The Strongest Case For This View

Aetius and Eunomius were rigorous logicians, and their core syllogism has real force. If “unbegottenness” defines the Father, and “begottenness” defines the Son, then they have different defining properties. Different defining properties mean different essences. This follows standard Aristotelian logic. The Nicene party’s response — that begottenness is a relational property, not an essential one — required a philosophical move that Aetius regarded as ad hoc.

There is also a biblical case. The New Testament repeatedly subordinates the Son to the Father. “The Father is greater than I” (John 14:28). “The Son can do nothing on his own” (John 5:19). “My God, my God, why have you forsaken me?” (Mark 15:34). 1 Corinthians 15:28 says that in the end, “the Son himself will be subjected to him who put all things in subjection under him, that God may be all in all.” If you read these texts without the Nicene framework, a subordinationist reading is natural, and anomoeanism is simply subordinationism taken to its logical conclusion.
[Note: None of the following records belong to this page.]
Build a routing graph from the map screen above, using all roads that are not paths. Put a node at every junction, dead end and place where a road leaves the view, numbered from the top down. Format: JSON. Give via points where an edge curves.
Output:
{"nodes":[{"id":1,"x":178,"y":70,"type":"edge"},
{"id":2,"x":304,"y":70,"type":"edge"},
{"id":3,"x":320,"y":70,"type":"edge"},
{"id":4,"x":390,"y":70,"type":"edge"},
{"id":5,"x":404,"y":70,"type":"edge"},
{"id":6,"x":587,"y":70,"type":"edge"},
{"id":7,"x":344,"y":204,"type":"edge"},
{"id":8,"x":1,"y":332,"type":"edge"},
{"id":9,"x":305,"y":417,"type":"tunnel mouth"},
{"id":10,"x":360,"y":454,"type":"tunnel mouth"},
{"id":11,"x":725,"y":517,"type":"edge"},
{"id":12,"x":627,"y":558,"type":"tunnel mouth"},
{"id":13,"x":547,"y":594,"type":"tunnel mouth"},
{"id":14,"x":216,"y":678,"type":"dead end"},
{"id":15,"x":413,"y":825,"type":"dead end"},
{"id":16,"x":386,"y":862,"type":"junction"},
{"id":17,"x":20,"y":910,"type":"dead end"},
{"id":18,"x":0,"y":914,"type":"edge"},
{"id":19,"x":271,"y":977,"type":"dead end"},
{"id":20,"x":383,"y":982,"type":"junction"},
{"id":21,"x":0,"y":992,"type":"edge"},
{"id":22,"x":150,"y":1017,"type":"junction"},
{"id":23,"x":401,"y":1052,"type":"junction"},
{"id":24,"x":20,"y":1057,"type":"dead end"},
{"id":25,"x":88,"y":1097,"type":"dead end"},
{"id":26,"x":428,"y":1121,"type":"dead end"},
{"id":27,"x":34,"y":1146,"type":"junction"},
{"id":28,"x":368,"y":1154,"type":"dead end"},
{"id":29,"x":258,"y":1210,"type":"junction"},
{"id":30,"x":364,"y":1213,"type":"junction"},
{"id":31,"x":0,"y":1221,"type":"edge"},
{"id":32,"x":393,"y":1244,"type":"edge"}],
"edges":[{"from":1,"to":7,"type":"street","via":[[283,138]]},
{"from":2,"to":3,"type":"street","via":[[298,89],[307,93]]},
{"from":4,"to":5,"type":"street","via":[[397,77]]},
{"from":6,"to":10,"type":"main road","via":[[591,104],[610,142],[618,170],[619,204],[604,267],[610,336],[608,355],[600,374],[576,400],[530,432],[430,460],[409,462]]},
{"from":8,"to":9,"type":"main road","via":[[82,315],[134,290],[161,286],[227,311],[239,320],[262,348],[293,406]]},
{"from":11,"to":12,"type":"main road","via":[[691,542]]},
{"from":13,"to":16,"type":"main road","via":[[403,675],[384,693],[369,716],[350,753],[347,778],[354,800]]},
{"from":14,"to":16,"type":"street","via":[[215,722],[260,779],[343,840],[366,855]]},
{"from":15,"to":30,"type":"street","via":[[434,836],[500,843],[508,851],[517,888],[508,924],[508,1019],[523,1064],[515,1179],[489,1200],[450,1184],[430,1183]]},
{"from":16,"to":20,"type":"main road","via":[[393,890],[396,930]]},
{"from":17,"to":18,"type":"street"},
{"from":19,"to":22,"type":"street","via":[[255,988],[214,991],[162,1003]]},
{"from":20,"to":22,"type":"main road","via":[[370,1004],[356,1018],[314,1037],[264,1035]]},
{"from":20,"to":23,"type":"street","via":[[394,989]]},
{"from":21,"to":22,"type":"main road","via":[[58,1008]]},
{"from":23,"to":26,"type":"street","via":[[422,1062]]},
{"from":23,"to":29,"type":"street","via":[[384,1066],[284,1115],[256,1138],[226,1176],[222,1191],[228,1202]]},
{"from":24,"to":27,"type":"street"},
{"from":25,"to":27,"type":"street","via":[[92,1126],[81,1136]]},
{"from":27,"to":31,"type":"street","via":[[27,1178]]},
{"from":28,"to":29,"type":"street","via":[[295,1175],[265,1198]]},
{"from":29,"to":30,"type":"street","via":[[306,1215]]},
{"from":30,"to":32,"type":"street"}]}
The Strongest Case Against

The Cappadocian Fathers dismantled anomoeanism on both philosophical and theological grounds. Gregory of Nyssa argued that “unbegottenness” is not a definition of the Father’s essence but a description of his mode of origination. The Father is unbegotten, the Son is begotten, and the Spirit proceeds — but these describe how they relate to each other, not what they are. What they are is the same divine essence. The analogy (imperfect, like all Trinitarian analogies) is that Peter, James, and John all share human nature, even though they are distinct persons. Begottenness no more changes the Son’s essence than being born in Galilee changes Peter’s humanity.

Theologically, anomoeanism empties Christianity of its distinctive claim. If the Son is a creature — however exalted — then the incarnation is not God entering the world but a secondary being entering the world. Worship of Christ becomes idolatry (worship of a creature), and salvation loses its engine. Athanasius had made this argument against Arius decades earlier, and it applied with even greater force to the anomoeans, who pushed the Son further from the Father than Arius ever had.

The “Blasphemy of Sirmium” also demonstrated the political danger: a Christianity that subordinates the Son licenses authoritarian hierarchies in which the emperor (aligned with the “greater” Father) can dictate to the church (aligned with the “lesser” Son). The Nicene insistence on equality within the Trinity was, among other things, a check on imperial theology.

What the New Testament Actually Says

The New Testament contains both high-Christology texts (John 1:1, “the Word was God”; John 10:30, “I and the Father are one”; Philippians 2:6, “in the form of God”) and subordinationist-sounding texts (John 14:28, Mark 13:32, 1 Corinthians 15:28). The anomoeans read the subordinationist texts as literal descriptions of ontological reality and the high-Christology texts as honorific language — the way a king might call his viceroy “my equal” without meaning it literally.

The Nicene party read them the other way around: the high-Christology texts describe what the Son is, and the subordinationist texts describe the Son’s voluntary self-emptying in the incarnation. Both readings are possible. What Nicaea, Constantinople, and the Cappadocian Fathers established was a hermeneutical framework in which the high-Christology texts set the baseline and the subordinationist texts are read within that framework. Whether that framework is the best reading of the New Testament or a fourth-century overlay remains a matter of theological commitment.